Genetic and molecular studies suggest that the pathophysiological mechanisms involved in ASD are likely to alter synapse formation and function. Such mechanisms could lead to widespread, enduring disturbances in functioning across multiple neural systems, and consequently potential impairment in the acquisition of a wide range of skills, including social, communicative, motor, and intellectual skills. Despite a rapid growth in the number of neuroimaging studies of ASD in recent years, those examining learning and memory systems in ASD are few in number. These studies have employed a variety of measures of learning and memory, and, so far, have examined correlations with structural but not functional imaging measures of the brain. The early literature supports the following preliminary hypotheses: (1) abnormalities of hippocampal subregions may contribute to autistic deficits in episodic and relational memory; (2) disturbances to an amygdala-based network (which may include the fusiform gyrus, superior temporal cortex, and MNS) could play a role in autistic deficits in socio-emotional learning and memory; and (3) abnormalities of the striatum may contribute to developmental dyspraxia in individuals with ASD.

How deficits in learning and memory relate to the core features of ASD remains unclear. Could deficits in procedural learning and memory at an early age lead to a restricted behavioral repertoire and repetitive behaviors? Would deficits in episodic and relational memory predispose to an autistic pattern of restricted interests? A better understanding of the links among brain, memory, and behavior will require studies that examine all three levels of disturbances: the neurobiological abnormalities, neuropsychological impairments, and behavioral manifestations of autism.

Neuroimaging studies of learning and memory systems in ASD will also need to take into account interactions among multiple memory systems. Evidence from animal and human studies suggests that many learning tasks activate multiple memory systems in parallel, and that these interactions may be competitive in nature.26 Thus, damage to a given memory system can produce enhanced learning in another system. This phenomenon could help to explain the prodigious ‘splinter’ abilities observed in some autistic savants. The neurobiological mechanisms by which these systems interact are not yet known, but could involve direct anatomical projections between systems or indirect neuromodulatory influences of other brain structures.
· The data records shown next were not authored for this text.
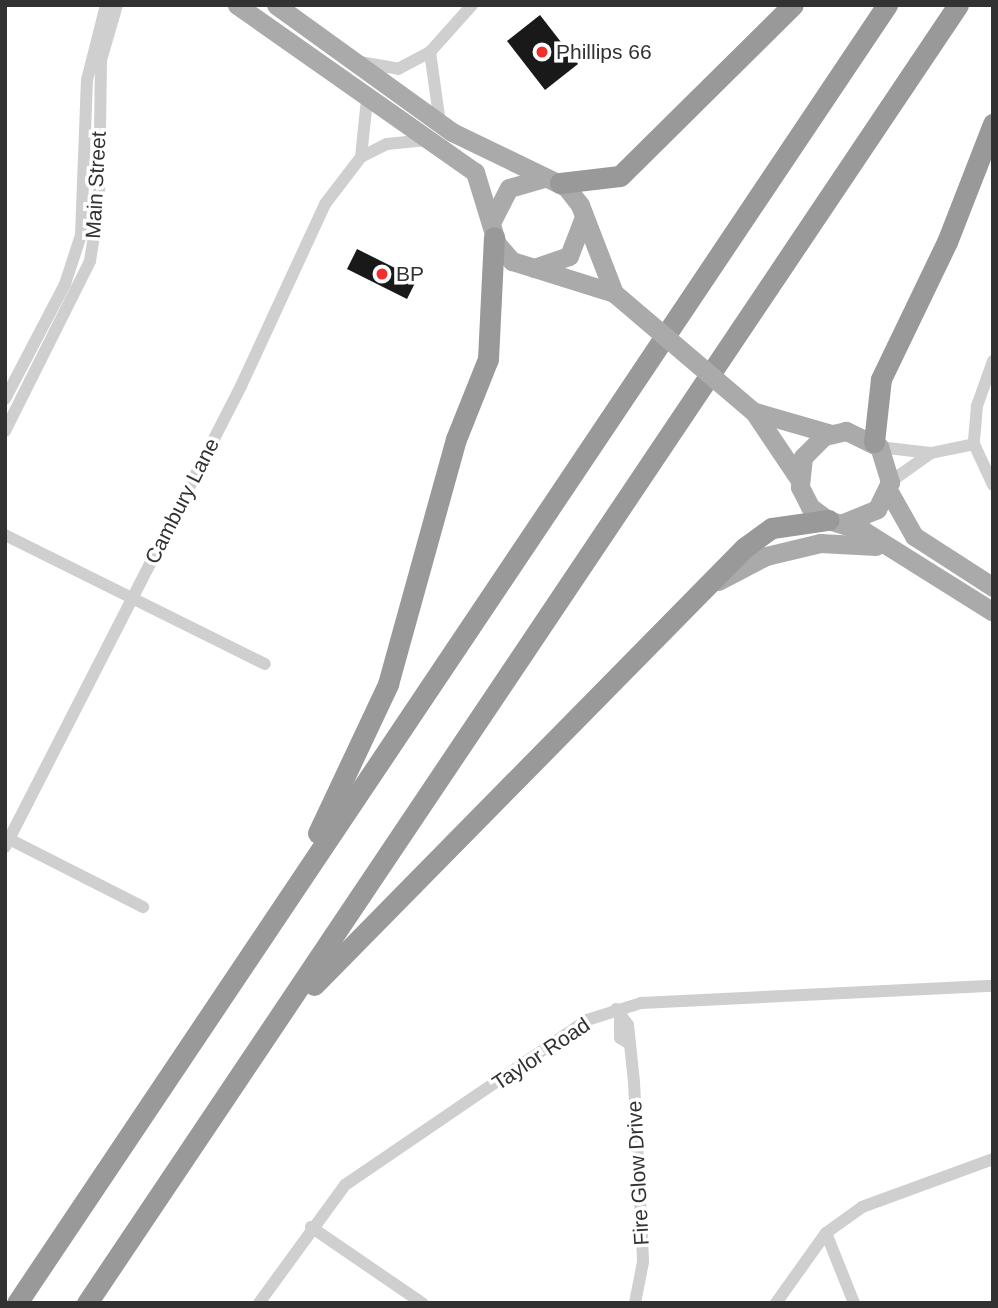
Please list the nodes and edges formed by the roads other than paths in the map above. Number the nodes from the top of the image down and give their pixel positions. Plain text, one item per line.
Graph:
1 (106, 5) edge
2 (117, 5) edge
3 (237, 5) edge
4 (276, 5) edge
5 (472, 5) edge
6 (793, 5) edge
7 (887, 5) edge
8 (958, 5) edge
9 (430, 52) junction
10 (359, 62) junction
11 (367, 99) junction
12 (440, 123) junction
13 (993, 124) edge
14 (427, 140) junction
15 (360, 157) junction
16 (552, 180) junction
17 (582, 213) junction
18 (493, 229) junction
19 (526, 267) junction
20 (614, 293) junction
21 (993, 361) edge
22 (5, 399) edge
23 (754, 412) junction
24 (5, 431) edge
25 (831, 433) junction
26 (876, 444) junction
27 (974, 444) junction
28 (930, 453) junction
29 (799, 479) junction
30 (993, 485) edge
31 (889, 486) junction
32 (836, 521) junction
33 (5, 535) edge
34 (897, 551) junction
35 (718, 581) junction
36 (993, 587) edge
37 (132, 597) junction
38 (993, 612) edge
39 (265, 664) dead end
40 (7, 841) edge
41 (294, 889) junction
42 (143, 907) dead end
43 (993, 986) edge
44 (618, 1014) junction
45 (269, 1032) junction
46 (993, 1159) edge
47 (311, 1227) junction
48 (826, 1233) junction
49 (17, 1303) edge
50 (87, 1303) edge
51 (259, 1303) edge
52 (422, 1303) edge
53 (635, 1303) edge
54 (776, 1303) edge
55 (854, 1303) edge

1 - 22 street, Main Street
2 - 24 street, Main Street
3 - 11 main road
4 - 10 main road
5 - 9 street
6 - 16 highway
7 - 41 highway
8 - 45 highway
9 - 10 street
9 - 12 street
10 - 12 main road
11 - 14 main road
11 - 15 street, Cambury Lane
12 - 16 main road
13 - 26 highway
14 - 15 street
14 - 18 main road
15 - 37 street, Cambury Lane
16 - 17 main road
16 - 18 main road
17 - 19 main road
17 - 20 main road
18 - 19 main road
18 - 41 highway
19 - 20 main road
20 - 23 main road, bridge
21 - 27 street
23 - 25 main road
23 - 29 main road
25 - 26 main road
25 - 29 main road
26 - 28 street
26 - 31 main road
27 - 28 street
27 - 30 street
28 - 31 street
29 - 32 main road
31 - 32 main road
31 - 36 main road
32 - 34 main road
32 - 35 highway
33 - 37 street
34 - 35 main road
34 - 38 main road
35 - 45 highway
37 - 39 street
37 - 40 street, Cambury Lane
40 - 42 street
41 - 49 highway
43 - 44 street, Taylor Road
44 - 47 street, Taylor Road
44 - 53 street, Fire Glow Drive
45 - 50 highway
46 - 48 street
47 - 51 street, Taylor Road
47 - 52 street
48 - 54 street
48 - 55 street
Elucidating the disturbances to multiple learning and memory systems in ASD could have several potential implications for both research and clinical practice. Identifying patterns of neural and cognitive abnormalities could help to facilitate the discovery of biologically-based ASD subtypes that would replace the behaviorally defined subtypes currently in use. A clear understanding of the learning and memory deficits could suggest therapies targeted at remediation of these specific deficits. Understanding the profile of relative strengths and weaknesses in learning and memory may ultimately aid in the development of optimal therapeutic interventions.